**EXERCISE DATA**
--------
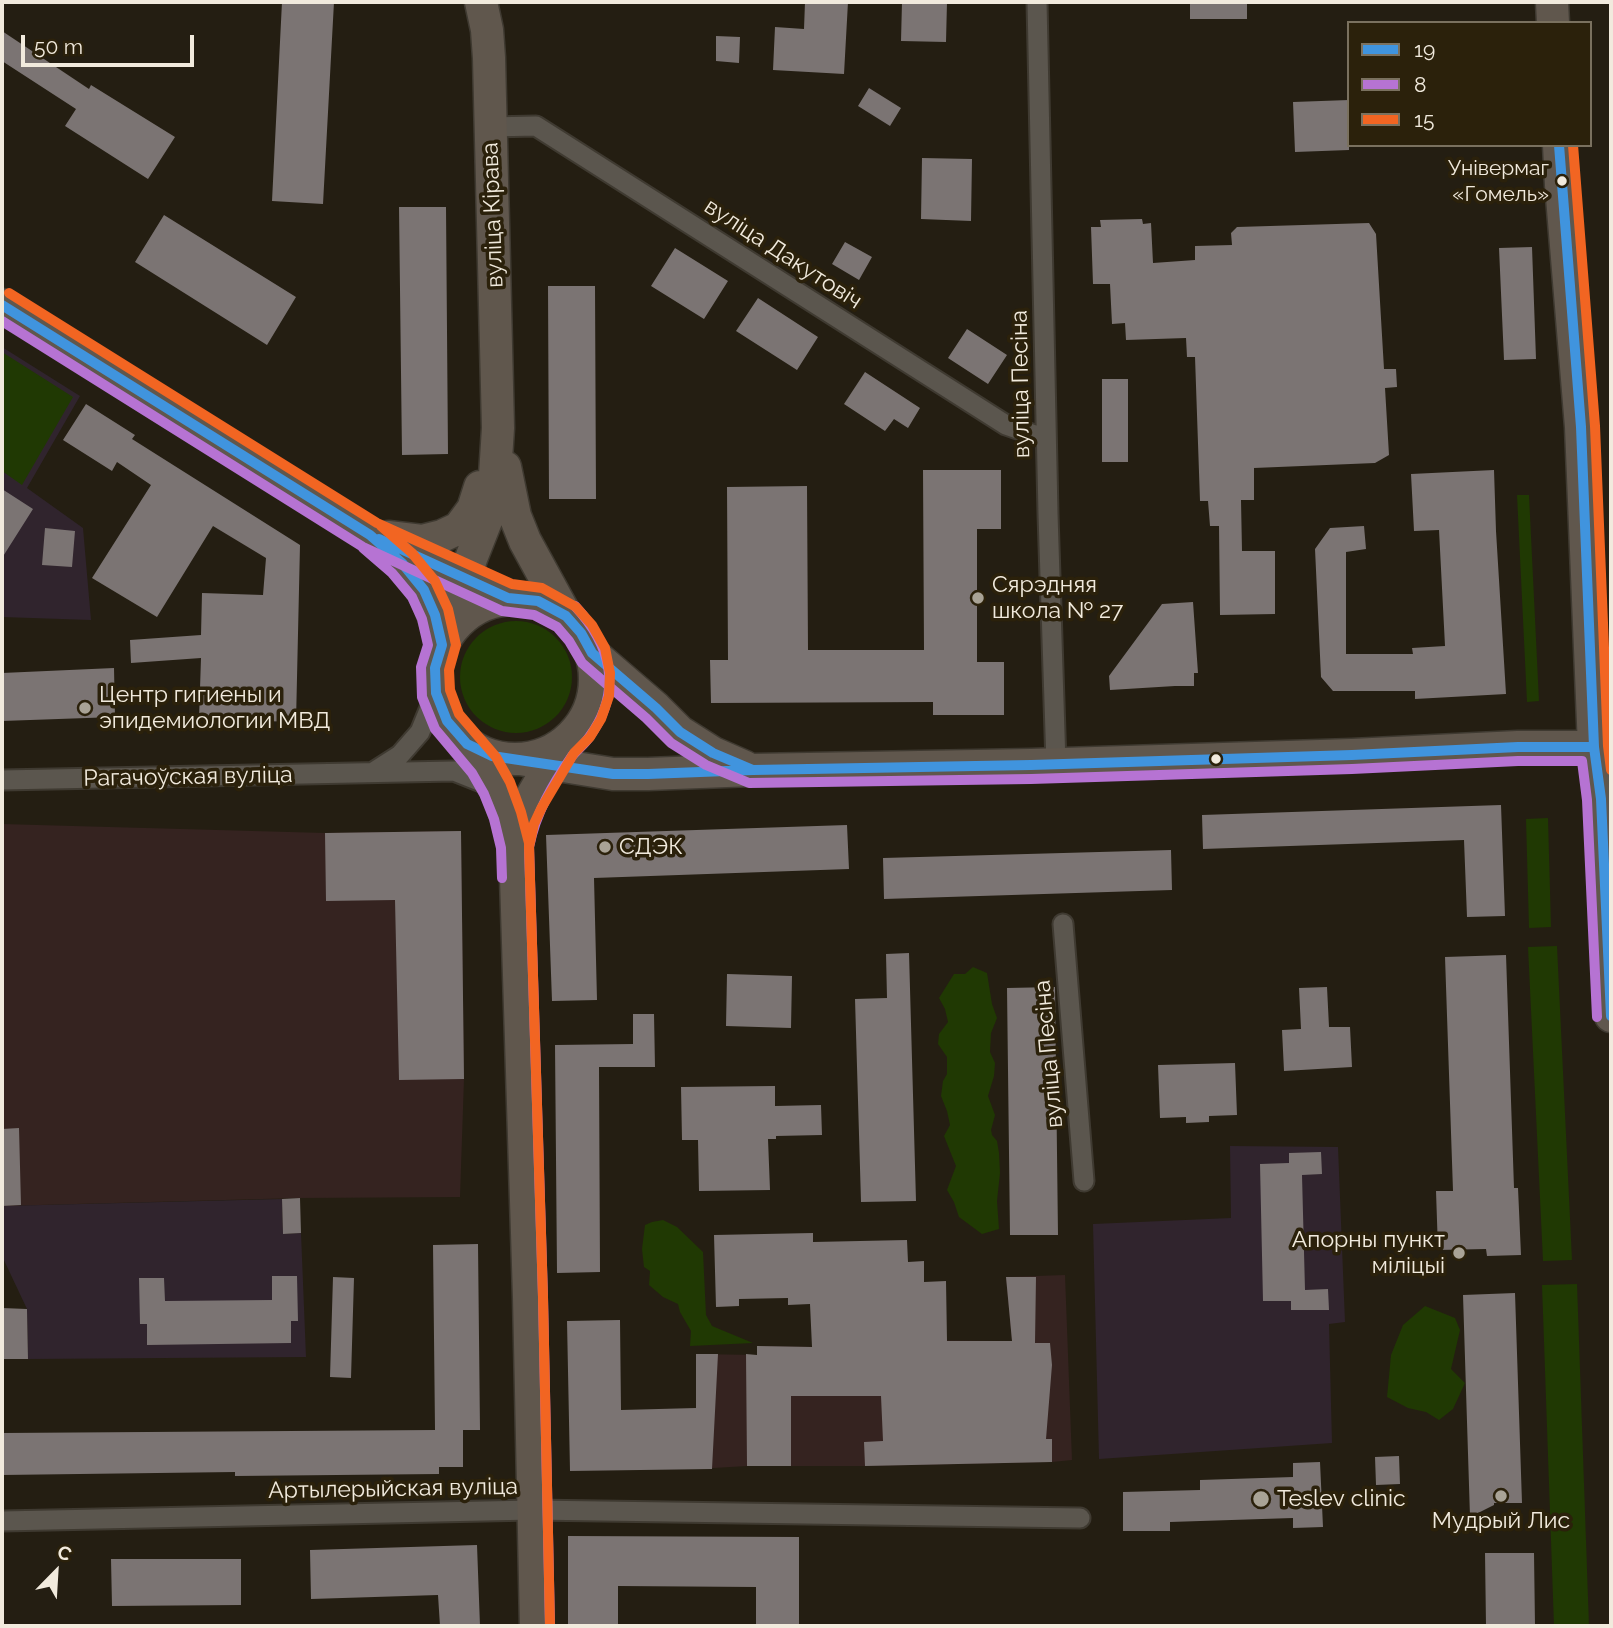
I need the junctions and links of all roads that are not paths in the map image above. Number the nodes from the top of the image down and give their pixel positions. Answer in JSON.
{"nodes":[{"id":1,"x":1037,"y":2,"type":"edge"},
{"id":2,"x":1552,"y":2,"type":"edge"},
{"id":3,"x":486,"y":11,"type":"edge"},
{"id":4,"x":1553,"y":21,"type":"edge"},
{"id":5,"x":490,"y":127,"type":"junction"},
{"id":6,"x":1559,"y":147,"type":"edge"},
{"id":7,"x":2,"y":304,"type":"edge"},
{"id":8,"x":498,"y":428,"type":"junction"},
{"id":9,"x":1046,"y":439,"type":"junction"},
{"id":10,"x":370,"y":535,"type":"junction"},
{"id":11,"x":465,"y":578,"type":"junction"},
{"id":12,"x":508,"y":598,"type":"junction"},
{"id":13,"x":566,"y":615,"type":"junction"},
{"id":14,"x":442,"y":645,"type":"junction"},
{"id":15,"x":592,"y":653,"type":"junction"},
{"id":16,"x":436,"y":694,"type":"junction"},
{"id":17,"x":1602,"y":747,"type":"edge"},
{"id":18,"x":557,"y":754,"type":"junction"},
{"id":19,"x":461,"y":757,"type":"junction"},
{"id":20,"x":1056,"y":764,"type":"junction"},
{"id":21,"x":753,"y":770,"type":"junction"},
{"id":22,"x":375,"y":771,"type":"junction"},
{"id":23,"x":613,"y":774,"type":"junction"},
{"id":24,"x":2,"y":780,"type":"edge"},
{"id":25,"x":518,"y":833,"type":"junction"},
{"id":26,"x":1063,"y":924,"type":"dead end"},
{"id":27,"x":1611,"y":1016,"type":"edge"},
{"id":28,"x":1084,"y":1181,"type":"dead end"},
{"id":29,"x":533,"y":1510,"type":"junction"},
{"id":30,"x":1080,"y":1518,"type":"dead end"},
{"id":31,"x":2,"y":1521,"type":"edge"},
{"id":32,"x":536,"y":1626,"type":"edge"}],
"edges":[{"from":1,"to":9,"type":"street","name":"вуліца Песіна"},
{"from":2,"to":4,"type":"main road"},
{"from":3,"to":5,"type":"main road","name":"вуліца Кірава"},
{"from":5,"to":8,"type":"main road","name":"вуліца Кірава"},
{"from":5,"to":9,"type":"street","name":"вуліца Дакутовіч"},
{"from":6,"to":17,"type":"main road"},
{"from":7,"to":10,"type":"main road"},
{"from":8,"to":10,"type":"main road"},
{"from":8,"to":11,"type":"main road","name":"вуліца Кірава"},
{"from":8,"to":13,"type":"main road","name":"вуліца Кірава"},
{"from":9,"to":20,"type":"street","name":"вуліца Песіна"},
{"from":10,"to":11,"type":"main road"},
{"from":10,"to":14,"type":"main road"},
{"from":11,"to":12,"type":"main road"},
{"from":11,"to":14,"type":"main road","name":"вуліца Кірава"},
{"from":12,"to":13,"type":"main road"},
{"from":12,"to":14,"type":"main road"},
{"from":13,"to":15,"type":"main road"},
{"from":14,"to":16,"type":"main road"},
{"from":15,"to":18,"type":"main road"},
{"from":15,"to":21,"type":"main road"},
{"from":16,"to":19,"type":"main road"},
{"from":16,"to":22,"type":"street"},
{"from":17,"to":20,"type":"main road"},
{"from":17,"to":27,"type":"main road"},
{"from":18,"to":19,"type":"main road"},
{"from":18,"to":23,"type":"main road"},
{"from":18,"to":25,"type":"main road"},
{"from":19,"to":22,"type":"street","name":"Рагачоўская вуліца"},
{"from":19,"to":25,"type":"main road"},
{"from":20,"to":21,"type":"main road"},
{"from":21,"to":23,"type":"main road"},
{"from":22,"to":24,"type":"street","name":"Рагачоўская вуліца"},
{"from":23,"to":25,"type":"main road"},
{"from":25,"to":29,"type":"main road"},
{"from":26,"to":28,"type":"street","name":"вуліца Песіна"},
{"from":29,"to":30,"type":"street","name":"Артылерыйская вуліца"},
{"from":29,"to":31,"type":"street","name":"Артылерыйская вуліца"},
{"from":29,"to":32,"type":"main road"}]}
--------
**TASK STATEMENT**
Return each line of the data where the word "Рагачоўская" appears.

**FINAL ANSWER**
{"from":19,"to":22,"type":"street","name":"Рагачоўская вуліца"},
{"from":22,"to":24,"type":"street","name":"Рагачоўская вуліца"},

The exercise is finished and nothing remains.